Gena Heraty was angry - and still is - that her “little child” was taken, as well as key staff at the orphanage. 

Heraty said: “The youngest in our house … our little baby, as we call him. I thought, "Oh my God.”

 “Why would you kidnap a little child? How would we keep things normal for him.”

The child referenced is four years old, but “developmentally, he wouldn’t be four”. 

Heraty said she was guarded by guns and was given scarce food rations and little drinking water.

The orphanage director begged the men who abducted her for clean water on a daily basis. The abducted women rationed their food and drink to ensure that the infant boy would have extra provisions. When the infant had diarrhoea, they had no nappies. 

The room that they were held in was small, dark and dirty. Heraty and those kidnapped “were squished like sardines”. 

She said that she was “guessing the time” and that “the nights were terrifying”. 

A kidnapper told her: “The innocent have to pay for the guilty.”

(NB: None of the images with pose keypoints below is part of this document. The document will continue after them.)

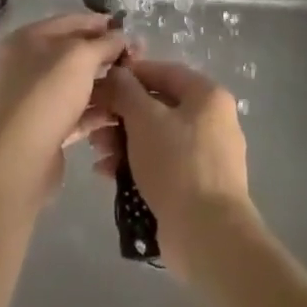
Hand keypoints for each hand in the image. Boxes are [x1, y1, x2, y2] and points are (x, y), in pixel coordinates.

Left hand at [0, 13, 126, 199]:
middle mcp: (27, 65)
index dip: (100, 23)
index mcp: (27, 39)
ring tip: (134, 84)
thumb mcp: (81, 58)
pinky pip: (76, 112)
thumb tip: (124, 36)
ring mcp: (35, 99)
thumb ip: (105, 43)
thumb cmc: (47, 94)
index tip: (128, 28)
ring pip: (76, 85)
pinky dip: (97, 110)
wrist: (20, 159)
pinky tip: (121, 110)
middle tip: (137, 58)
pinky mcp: (45, 129)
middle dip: (105, 55)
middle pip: (73, 54)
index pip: (70, 22)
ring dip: (105, 83)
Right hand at [90, 57, 255, 276]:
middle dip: (122, 114)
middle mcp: (212, 120)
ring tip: (98, 152)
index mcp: (207, 96)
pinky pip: (162, 163)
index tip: (101, 83)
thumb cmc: (177, 163)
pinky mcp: (196, 185)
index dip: (130, 74)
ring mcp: (206, 155)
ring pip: (157, 136)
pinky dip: (136, 164)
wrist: (207, 234)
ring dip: (124, 141)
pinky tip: (108, 173)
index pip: (164, 71)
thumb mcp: (145, 119)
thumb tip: (117, 73)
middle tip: (94, 122)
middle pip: (158, 106)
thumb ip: (126, 91)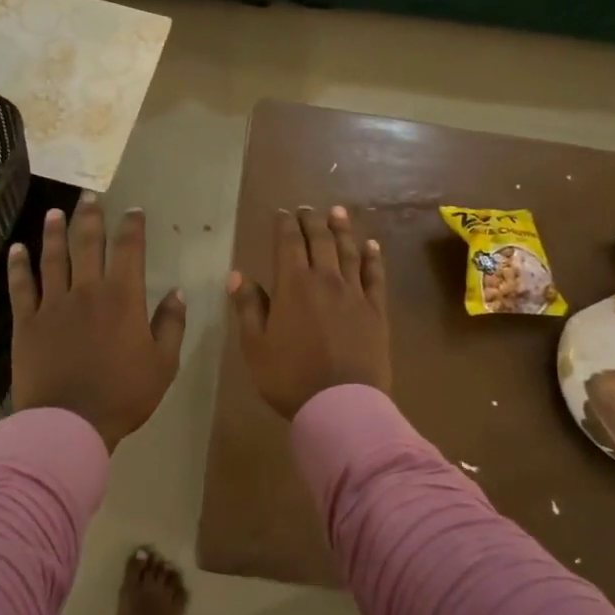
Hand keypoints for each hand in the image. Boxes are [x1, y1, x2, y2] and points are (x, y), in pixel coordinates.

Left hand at [8, 196, 186, 450]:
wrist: (69, 422)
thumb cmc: (123, 395)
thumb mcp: (163, 364)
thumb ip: (171, 325)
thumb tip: (177, 292)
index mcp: (122, 298)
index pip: (129, 250)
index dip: (132, 226)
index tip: (134, 210)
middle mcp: (87, 291)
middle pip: (88, 244)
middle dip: (91, 217)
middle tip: (91, 196)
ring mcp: (53, 304)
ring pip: (53, 258)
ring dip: (54, 232)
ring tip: (54, 212)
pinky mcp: (27, 322)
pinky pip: (21, 286)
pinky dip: (19, 266)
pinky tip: (17, 249)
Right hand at [229, 206, 390, 420]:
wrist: (340, 405)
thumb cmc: (289, 377)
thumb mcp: (255, 346)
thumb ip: (248, 307)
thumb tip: (237, 275)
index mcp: (293, 286)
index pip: (289, 244)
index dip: (285, 225)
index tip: (282, 213)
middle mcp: (326, 280)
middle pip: (320, 241)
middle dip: (312, 221)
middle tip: (308, 209)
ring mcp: (355, 294)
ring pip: (349, 252)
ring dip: (342, 229)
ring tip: (337, 212)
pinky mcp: (376, 311)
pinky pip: (375, 276)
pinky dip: (373, 258)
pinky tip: (371, 245)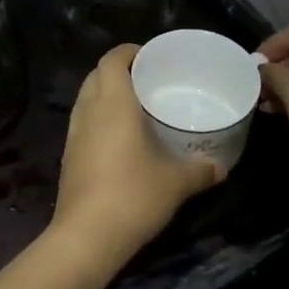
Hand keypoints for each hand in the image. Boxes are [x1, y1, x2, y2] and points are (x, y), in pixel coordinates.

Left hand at [48, 45, 224, 280]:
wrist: (87, 236)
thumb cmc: (134, 196)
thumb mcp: (176, 182)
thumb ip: (200, 170)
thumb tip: (221, 167)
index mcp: (112, 103)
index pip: (112, 60)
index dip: (129, 52)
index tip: (150, 57)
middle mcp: (88, 111)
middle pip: (96, 75)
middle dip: (118, 71)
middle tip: (147, 80)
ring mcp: (73, 135)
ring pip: (86, 99)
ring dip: (105, 94)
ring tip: (134, 106)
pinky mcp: (68, 157)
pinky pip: (83, 123)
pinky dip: (98, 119)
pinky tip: (120, 139)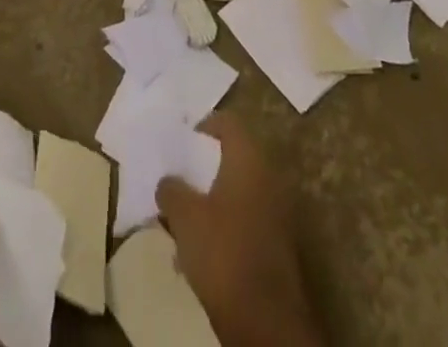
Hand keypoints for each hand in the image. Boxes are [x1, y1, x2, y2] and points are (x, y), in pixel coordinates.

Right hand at [157, 113, 322, 346]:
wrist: (266, 323)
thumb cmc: (223, 252)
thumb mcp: (184, 216)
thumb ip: (171, 190)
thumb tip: (168, 181)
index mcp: (249, 158)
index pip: (227, 123)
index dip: (203, 127)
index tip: (182, 144)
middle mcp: (270, 176)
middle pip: (234, 158)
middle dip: (206, 169)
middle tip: (181, 181)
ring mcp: (279, 212)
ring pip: (240, 192)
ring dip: (215, 199)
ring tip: (187, 218)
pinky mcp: (280, 246)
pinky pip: (249, 219)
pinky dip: (228, 224)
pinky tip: (206, 247)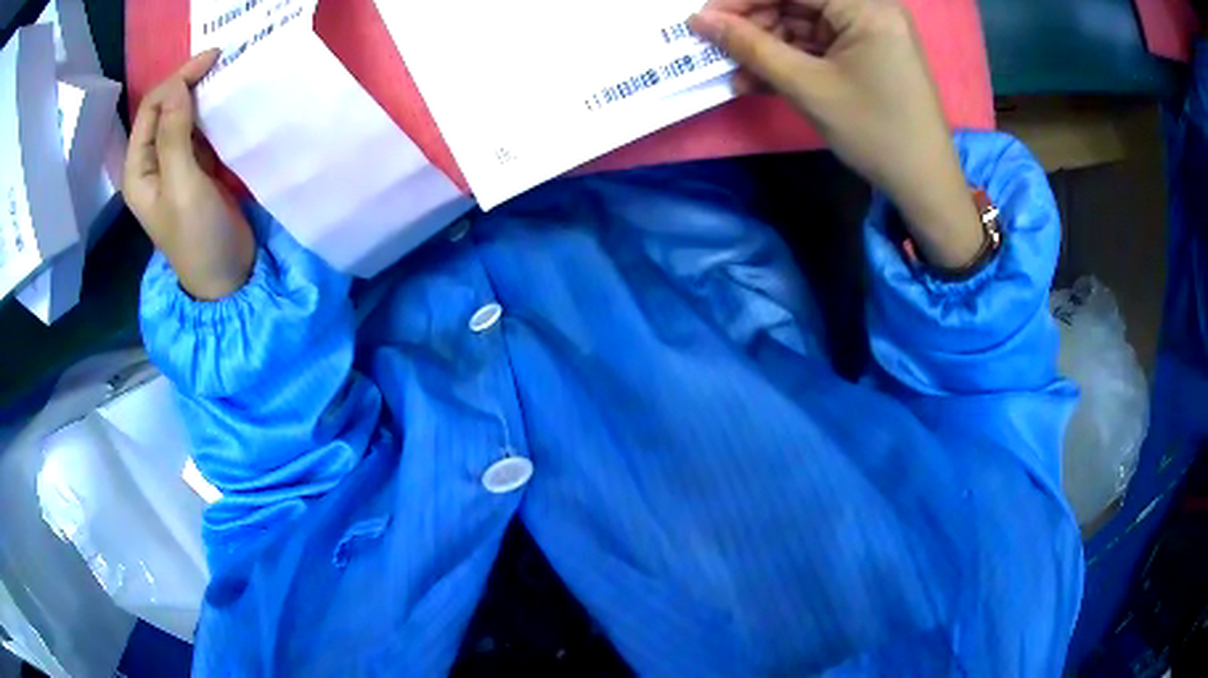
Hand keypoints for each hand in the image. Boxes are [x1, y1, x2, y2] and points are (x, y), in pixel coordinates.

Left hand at [124, 50, 254, 300]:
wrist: (226, 275)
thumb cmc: (197, 237)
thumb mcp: (182, 186)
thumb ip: (174, 136)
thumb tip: (175, 85)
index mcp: (139, 170)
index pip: (150, 109)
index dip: (176, 80)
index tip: (211, 61)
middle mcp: (152, 162)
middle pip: (165, 108)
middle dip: (188, 81)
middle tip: (222, 59)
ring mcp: (175, 164)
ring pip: (183, 115)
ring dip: (202, 93)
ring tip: (227, 74)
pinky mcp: (196, 168)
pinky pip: (199, 129)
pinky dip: (212, 112)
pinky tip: (227, 102)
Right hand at [689, 0, 983, 268]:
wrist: (924, 184)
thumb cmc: (875, 132)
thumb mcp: (808, 87)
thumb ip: (751, 47)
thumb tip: (699, 20)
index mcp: (866, 6)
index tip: (704, 19)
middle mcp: (869, 7)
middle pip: (796, 1)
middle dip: (754, 26)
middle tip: (718, 51)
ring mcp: (869, 30)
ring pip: (803, 23)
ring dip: (767, 48)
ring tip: (737, 76)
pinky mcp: (866, 51)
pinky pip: (818, 45)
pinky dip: (790, 60)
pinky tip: (761, 81)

Heraty detailed that “I knew that a lot of these gangs, they will tell you themselves, they’re working for the devil” and that they have “voodoo ceremonies”. 

“I was petrified that any one of us could be used in a sacrifice. That some witch doctor would say to them, ‘If you want to have all your strength and your powers, you need to do this to these people’.”

“There was no guarantee that we were going to get out.”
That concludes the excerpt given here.